Vencer as eleições, mesmo para um candidato petista, exigirá ajustes fiscais e reformas estruturais. Para aqueles que remeterem o PT ao Planalto na ilusão de que “um outro mundo é possível”, o que lhes aguarda é uma rápida deterioração de fundamentos e perspectivas. Ou, então, uma inescapável ortodoxia.

Nesse caso, uma administração petista já começaria irmã siamesa do segundo mandato de Dilma. Confrontada à dura matemática, a promessa da “Ruptura” nada mais é do que um novo estelionato eleitoral.

Recordemos que, em 2002, a “Carta” endossava a tese da “Ruptura”, ma non troppo. No documento, o PT defendia “reforma tributária que desonere a produção”. Indicava a importância da “reforma previdenciária, da reforma trabalhista”. Defendia a “redução de nossa vulnerabilidade externa”. Nenhuma das aspas acima é inventada. Todas reproduzem fidedignamente os termos da “Carta”.

Com a “Carta”, Lula e PT ganharam crédito da comunidade financeira internacional, do empresariado e da opinião pública. Prometeram aderir à responsabilidade fiscal e às metas de inflação. Contratos seriam honrados; as dívidas do país, pagas. E, durante boa parte de seu período no Planalto, Lula terceirizou parcela importante da gestão macroeconômica, com posições-chave ocupadas por nomes como Henrique Meirelles e Joaquim Levy.
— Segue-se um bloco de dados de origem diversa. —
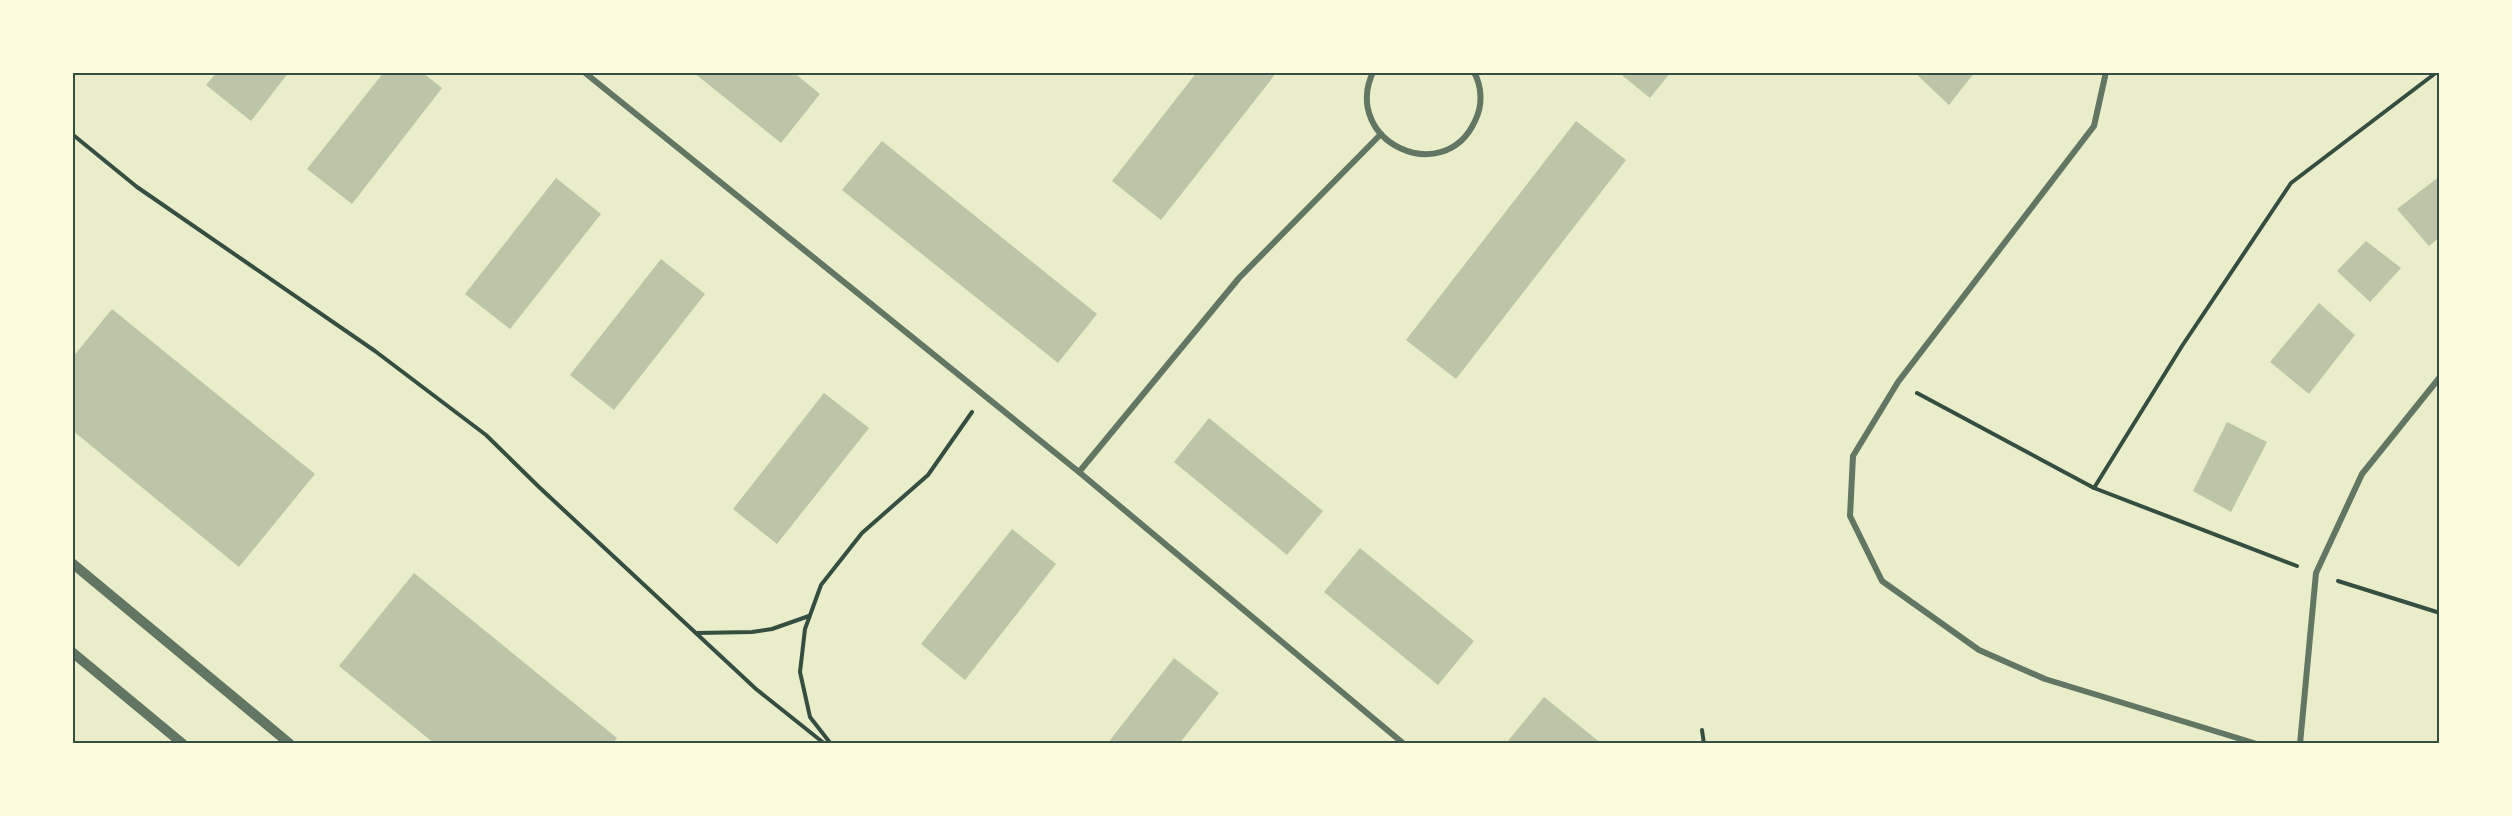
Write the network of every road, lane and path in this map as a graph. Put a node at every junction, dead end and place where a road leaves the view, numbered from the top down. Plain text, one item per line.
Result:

No entanto, muitas das medidas econômicas e sociais implementadas por Lula e Dilma, na contramão do que pregava a “Carta”, pareciam dar resultado. O Brasil beneficiou-se com o “boom” mundial de commodities. Alguns empresários refestelaram-se com linhas de crédito oferecidas por bancos oficiais para promover empresas “campeãs nacionais”.

Fluxos de investimento estrangeiro direto (IED) transcorreram intensamente — nem sempre pelas melhores razões — para estabelecer produção local e, assim, tirar proveito de um mercado interno superprotegido. Incentivos fiscais para fabricantes de automóveis ou eletrodomésticos hipertrofiaram-se.

Diante desse quadro, as reformas estruturais foram esquecidas. O modelo econômico adotado por Lula-Dilma foi se distanciando da “Carta” e ficando mais parecido com a “Ruptura”.

Privilegiar consumo em vez de investimentos, políticas setoriais em vez de horizontais e mercado interno em vez de comércio global não produziu mil maravilhas. O “nacional-desenvolvimentismo” manteve o país intocado na armadilha da renda média.

Passar os olhos pela “Carta” de 2002 e compará-la aos resultados de 13 anos do PT na Presidência ou à atual pregação do partido é estarrecedor. As reformas estruturais, à época concebidas como imprescindíveis, hoje são combatidas pelo PT como parte de uma agenda golpista.

A “Carta” defendia crescimento, mas em 2015, último ano inteiro do PT no poder, a fatia que o PIB brasileiro representava na economia mundial mantinha-se igual à de 2002: apenas cerca de 2,9%. Quanto à “vulnerabilidade externa”, o legado da prática petista é uma indústria brasileira mais acanhada, pouco competitiva e, destaque-se, mais desnacionalizada.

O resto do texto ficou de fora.